**What you should do:** What lines of the data below hold "roads"? Show them.

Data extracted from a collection
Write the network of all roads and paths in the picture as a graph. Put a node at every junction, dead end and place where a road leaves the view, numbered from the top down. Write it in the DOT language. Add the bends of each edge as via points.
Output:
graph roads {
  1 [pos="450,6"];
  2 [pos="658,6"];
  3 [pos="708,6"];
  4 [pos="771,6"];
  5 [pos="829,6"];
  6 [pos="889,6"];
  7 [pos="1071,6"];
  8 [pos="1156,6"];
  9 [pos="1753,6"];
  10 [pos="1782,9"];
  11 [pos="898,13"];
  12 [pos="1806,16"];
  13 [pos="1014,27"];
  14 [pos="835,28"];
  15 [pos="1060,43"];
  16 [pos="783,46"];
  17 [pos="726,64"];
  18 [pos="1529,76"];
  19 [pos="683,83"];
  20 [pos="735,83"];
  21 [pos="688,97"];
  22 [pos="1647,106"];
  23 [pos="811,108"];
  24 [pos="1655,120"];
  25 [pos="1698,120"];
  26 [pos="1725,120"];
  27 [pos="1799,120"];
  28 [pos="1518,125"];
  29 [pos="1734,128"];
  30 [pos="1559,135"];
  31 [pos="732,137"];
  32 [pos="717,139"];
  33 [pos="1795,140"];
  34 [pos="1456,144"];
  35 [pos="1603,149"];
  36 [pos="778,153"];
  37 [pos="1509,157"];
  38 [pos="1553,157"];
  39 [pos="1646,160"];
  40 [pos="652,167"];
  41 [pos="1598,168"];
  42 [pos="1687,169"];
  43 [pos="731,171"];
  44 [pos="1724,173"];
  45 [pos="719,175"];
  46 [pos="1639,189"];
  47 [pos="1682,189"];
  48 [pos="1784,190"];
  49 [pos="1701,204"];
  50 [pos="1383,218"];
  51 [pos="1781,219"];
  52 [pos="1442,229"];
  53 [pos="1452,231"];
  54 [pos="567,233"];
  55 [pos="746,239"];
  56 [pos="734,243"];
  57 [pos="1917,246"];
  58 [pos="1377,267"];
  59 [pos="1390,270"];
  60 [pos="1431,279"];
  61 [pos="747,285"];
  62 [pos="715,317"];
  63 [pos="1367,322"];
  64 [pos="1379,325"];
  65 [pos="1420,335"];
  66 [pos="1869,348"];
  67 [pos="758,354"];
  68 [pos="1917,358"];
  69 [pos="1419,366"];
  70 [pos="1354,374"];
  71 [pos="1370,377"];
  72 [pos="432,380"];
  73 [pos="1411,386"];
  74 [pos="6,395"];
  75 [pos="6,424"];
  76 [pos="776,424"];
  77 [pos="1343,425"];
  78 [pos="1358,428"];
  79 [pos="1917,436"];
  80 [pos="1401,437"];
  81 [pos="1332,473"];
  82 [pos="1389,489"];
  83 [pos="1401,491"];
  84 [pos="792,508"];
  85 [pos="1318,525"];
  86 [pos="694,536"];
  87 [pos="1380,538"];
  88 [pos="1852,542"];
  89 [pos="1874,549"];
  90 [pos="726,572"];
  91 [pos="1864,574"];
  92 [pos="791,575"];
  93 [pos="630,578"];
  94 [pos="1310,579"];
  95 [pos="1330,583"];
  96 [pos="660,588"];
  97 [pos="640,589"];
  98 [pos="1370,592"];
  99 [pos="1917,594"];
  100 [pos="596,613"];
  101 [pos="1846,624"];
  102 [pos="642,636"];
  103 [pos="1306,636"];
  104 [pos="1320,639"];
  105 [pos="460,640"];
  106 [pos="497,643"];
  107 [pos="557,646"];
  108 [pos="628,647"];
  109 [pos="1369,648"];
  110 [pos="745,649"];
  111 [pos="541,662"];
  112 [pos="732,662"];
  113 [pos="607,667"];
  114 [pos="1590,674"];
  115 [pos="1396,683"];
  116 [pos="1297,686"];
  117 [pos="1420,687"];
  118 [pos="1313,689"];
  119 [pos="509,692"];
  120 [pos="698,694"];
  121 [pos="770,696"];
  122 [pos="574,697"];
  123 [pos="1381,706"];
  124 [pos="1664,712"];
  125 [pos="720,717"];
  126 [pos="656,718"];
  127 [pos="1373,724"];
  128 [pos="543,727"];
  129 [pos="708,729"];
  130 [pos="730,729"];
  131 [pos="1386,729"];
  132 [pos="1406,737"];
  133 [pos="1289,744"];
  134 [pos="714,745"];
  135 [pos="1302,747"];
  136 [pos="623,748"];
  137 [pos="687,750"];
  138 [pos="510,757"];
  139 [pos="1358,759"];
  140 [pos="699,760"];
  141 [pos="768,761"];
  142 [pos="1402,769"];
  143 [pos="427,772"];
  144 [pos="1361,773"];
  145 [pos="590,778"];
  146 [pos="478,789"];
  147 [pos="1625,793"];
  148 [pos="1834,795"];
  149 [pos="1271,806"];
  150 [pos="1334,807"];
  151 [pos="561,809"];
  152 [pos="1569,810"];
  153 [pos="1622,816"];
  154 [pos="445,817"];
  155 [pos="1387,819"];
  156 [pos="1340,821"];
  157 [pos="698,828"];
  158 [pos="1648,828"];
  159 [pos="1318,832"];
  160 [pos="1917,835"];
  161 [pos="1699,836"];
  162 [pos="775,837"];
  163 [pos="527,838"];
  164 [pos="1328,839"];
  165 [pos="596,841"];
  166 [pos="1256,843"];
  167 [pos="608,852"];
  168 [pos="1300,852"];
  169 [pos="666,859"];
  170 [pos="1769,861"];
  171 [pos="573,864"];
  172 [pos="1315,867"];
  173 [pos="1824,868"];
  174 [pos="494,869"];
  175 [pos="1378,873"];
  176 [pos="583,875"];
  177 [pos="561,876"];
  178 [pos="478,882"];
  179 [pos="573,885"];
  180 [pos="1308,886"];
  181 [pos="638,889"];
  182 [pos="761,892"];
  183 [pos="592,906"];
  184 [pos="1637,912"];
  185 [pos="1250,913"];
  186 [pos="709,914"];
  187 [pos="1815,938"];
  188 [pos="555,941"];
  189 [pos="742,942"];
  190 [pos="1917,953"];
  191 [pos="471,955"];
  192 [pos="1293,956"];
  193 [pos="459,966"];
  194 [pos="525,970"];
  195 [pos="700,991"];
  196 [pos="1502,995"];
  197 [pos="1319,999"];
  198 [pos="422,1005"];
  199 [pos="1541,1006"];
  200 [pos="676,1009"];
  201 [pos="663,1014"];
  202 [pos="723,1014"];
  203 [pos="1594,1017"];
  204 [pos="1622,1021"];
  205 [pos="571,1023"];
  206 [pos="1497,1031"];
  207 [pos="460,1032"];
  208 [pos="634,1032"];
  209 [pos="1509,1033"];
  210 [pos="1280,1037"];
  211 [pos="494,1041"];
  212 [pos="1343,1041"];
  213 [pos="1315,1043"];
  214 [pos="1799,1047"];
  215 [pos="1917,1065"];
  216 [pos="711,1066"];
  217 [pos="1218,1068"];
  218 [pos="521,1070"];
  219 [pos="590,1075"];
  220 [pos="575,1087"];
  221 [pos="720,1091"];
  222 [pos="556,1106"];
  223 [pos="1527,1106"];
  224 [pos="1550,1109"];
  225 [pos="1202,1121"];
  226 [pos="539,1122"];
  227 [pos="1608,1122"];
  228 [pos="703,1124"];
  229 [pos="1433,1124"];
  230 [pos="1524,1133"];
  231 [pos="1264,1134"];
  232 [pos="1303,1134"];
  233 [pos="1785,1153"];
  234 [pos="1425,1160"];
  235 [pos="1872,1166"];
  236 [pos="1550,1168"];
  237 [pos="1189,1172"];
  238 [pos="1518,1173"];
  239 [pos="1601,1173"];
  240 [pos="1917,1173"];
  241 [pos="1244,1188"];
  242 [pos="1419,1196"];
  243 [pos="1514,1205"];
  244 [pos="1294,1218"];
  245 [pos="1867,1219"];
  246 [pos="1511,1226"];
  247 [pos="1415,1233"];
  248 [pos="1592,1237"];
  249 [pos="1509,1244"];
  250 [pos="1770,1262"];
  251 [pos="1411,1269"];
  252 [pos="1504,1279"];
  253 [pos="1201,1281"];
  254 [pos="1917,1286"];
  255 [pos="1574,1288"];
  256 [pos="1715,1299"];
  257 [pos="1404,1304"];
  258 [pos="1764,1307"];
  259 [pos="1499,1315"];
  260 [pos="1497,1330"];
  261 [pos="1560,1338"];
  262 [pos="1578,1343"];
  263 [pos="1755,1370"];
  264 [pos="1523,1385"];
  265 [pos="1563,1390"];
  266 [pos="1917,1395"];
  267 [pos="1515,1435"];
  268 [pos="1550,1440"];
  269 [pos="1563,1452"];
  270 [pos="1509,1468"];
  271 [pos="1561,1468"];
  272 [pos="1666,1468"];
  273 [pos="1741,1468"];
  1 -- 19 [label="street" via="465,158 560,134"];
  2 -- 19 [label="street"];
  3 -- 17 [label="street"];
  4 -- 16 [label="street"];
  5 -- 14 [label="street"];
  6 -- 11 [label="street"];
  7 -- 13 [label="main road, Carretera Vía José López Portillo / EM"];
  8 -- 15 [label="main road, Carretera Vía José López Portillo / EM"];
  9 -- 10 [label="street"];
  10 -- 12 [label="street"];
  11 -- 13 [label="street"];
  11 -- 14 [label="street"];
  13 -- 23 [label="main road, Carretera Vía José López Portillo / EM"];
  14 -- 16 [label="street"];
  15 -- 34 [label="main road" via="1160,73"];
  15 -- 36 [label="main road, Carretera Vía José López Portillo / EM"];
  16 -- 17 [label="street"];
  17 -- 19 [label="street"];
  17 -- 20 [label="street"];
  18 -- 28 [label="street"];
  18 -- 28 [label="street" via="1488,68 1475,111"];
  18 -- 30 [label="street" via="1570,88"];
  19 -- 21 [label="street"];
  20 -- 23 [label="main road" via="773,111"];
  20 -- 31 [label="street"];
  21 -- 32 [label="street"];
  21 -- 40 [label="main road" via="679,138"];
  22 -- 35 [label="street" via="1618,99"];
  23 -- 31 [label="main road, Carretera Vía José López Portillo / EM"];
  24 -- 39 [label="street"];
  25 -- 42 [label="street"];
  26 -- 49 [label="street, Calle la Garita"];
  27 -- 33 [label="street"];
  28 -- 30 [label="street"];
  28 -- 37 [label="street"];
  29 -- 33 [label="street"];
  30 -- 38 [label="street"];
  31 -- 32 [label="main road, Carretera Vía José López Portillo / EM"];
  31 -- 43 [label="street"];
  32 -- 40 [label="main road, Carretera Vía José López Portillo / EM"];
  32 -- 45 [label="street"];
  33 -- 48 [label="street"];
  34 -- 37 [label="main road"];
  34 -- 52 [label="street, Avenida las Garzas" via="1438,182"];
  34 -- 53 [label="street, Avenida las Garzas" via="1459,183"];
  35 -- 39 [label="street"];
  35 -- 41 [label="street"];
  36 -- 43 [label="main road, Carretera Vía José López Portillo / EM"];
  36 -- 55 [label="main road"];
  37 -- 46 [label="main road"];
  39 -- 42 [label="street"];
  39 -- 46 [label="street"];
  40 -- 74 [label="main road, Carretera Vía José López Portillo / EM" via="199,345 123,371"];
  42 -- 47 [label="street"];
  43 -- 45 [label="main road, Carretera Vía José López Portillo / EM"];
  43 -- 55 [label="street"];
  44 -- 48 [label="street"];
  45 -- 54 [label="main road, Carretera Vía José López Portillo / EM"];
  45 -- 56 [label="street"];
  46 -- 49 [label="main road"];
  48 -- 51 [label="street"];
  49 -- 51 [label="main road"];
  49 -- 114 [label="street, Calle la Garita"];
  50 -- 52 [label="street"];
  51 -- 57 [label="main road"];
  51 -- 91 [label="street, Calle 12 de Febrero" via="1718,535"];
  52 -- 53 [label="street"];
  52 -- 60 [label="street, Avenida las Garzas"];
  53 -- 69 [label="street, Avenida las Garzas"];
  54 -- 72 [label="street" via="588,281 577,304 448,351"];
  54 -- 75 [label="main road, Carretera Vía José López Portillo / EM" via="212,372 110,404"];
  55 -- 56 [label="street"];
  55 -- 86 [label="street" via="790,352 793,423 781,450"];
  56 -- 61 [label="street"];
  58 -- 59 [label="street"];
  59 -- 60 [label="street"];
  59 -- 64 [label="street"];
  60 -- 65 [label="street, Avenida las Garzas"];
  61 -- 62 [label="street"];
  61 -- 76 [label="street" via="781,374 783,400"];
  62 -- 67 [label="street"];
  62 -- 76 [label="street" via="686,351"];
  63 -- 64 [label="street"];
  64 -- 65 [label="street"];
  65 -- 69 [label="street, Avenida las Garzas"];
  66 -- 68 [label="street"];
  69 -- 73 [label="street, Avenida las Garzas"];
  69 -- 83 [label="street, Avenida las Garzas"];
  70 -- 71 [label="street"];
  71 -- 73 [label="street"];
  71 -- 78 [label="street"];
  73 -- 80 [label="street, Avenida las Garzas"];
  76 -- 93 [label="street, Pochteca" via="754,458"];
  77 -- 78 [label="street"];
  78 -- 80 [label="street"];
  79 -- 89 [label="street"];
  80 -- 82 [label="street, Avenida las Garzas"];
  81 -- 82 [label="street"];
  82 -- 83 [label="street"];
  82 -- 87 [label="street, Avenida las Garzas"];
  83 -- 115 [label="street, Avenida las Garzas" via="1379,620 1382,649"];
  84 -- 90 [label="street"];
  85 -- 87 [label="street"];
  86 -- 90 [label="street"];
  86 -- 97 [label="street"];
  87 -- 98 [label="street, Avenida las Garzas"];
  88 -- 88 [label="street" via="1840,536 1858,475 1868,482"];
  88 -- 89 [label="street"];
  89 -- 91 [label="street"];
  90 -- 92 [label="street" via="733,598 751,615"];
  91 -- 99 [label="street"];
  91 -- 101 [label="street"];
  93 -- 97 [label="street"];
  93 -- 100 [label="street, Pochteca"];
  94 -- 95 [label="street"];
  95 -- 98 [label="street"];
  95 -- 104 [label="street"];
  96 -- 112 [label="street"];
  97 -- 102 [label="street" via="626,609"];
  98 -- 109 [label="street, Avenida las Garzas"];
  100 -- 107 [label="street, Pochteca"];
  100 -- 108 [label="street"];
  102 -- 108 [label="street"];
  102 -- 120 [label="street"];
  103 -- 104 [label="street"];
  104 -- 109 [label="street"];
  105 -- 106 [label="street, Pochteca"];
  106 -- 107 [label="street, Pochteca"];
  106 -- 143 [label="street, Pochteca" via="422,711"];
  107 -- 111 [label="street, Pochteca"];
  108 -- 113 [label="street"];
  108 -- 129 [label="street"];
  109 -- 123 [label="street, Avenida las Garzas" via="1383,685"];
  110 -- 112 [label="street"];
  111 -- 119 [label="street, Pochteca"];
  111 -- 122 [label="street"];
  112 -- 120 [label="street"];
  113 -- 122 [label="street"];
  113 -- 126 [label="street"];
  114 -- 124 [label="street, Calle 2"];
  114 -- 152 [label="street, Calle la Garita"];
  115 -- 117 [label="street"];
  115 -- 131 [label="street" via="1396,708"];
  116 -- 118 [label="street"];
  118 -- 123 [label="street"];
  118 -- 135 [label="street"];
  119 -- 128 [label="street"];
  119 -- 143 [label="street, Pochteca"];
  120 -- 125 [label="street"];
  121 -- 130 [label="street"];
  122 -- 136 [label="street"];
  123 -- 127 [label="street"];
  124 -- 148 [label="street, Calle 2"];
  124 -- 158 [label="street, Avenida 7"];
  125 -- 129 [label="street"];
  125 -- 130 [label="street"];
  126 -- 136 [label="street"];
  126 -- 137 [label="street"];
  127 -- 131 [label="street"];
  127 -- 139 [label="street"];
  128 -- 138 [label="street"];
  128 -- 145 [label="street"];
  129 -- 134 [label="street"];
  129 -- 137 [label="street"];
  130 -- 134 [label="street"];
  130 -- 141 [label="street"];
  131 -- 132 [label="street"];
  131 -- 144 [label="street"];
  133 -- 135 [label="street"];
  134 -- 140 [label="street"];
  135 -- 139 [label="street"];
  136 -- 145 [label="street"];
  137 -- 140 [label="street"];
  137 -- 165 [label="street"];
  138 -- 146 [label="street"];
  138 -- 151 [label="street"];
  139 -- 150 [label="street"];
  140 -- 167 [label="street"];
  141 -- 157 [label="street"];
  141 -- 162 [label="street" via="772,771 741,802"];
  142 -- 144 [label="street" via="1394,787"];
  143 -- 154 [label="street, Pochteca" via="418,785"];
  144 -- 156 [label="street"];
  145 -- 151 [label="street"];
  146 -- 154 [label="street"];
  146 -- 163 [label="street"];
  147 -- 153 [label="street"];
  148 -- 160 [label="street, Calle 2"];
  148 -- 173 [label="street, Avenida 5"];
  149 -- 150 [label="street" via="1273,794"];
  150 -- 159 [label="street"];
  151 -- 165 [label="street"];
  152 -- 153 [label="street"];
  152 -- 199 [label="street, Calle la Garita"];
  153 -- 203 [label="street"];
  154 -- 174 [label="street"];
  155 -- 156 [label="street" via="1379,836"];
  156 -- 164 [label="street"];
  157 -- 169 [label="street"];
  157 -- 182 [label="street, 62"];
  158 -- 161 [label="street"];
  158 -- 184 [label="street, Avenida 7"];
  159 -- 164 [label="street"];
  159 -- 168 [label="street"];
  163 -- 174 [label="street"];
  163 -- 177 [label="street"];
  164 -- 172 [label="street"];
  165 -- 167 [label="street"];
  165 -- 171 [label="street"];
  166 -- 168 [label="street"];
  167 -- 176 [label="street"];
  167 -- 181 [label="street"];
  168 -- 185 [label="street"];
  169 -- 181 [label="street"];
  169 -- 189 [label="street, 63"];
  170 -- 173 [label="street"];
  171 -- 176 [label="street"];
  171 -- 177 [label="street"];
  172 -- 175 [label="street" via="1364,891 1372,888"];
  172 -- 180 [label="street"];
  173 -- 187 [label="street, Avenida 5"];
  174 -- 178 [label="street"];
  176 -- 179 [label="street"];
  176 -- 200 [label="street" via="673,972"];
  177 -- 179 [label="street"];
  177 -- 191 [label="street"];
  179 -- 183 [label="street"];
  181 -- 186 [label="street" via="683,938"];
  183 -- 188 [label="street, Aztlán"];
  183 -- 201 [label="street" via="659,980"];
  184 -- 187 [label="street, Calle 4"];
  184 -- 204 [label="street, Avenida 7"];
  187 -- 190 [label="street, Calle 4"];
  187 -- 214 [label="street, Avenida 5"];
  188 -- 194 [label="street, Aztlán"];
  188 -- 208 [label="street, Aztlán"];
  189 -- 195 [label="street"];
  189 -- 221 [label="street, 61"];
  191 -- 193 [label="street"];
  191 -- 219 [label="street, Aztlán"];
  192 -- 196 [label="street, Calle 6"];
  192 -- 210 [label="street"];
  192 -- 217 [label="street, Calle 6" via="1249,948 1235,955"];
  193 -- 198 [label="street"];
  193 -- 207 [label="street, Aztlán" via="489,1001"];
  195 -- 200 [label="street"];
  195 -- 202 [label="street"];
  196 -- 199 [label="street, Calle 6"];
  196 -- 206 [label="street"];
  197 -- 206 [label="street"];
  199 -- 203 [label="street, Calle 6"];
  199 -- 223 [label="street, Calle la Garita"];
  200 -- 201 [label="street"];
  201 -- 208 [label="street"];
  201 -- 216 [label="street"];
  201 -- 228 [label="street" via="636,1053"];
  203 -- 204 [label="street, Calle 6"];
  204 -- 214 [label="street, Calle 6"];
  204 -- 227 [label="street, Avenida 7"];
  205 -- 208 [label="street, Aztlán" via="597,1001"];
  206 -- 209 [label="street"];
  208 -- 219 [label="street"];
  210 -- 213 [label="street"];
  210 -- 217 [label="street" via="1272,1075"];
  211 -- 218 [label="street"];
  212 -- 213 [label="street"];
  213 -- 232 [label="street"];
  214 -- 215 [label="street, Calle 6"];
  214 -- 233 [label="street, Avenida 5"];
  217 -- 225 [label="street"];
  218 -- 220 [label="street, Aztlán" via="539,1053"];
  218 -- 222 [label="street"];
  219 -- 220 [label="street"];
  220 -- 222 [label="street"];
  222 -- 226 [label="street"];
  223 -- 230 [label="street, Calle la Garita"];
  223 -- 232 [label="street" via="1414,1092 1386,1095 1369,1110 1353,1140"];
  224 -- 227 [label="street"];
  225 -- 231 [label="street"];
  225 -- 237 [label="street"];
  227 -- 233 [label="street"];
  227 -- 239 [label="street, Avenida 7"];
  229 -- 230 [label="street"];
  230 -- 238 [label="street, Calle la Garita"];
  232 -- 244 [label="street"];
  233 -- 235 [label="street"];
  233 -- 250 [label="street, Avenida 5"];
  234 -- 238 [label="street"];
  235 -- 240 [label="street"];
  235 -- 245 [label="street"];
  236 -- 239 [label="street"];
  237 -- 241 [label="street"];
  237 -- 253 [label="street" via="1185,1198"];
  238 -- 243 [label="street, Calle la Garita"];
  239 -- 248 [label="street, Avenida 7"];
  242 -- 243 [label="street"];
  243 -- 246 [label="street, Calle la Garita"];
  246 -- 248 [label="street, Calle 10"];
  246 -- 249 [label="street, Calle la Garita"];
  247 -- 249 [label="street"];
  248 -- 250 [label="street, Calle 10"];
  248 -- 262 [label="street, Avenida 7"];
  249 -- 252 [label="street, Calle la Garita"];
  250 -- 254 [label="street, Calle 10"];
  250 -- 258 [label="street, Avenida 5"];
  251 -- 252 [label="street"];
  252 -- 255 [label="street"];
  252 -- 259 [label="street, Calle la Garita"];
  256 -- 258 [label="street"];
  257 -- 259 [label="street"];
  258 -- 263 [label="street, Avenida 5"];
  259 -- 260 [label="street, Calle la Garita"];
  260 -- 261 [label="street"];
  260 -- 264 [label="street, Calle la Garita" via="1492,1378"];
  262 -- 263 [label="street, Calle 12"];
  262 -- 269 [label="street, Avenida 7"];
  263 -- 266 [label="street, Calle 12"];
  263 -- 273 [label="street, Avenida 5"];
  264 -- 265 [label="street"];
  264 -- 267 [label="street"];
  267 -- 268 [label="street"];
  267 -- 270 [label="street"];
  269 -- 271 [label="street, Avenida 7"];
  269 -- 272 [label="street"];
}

**Answer space:**
Write the network of all roads and paths in the picture as a graph. Put a node at every junction, dead end and place where a road leaves the view, numbered from the top down. Write it in the DOT language. Add the bends of each edge as via points.
graph roads {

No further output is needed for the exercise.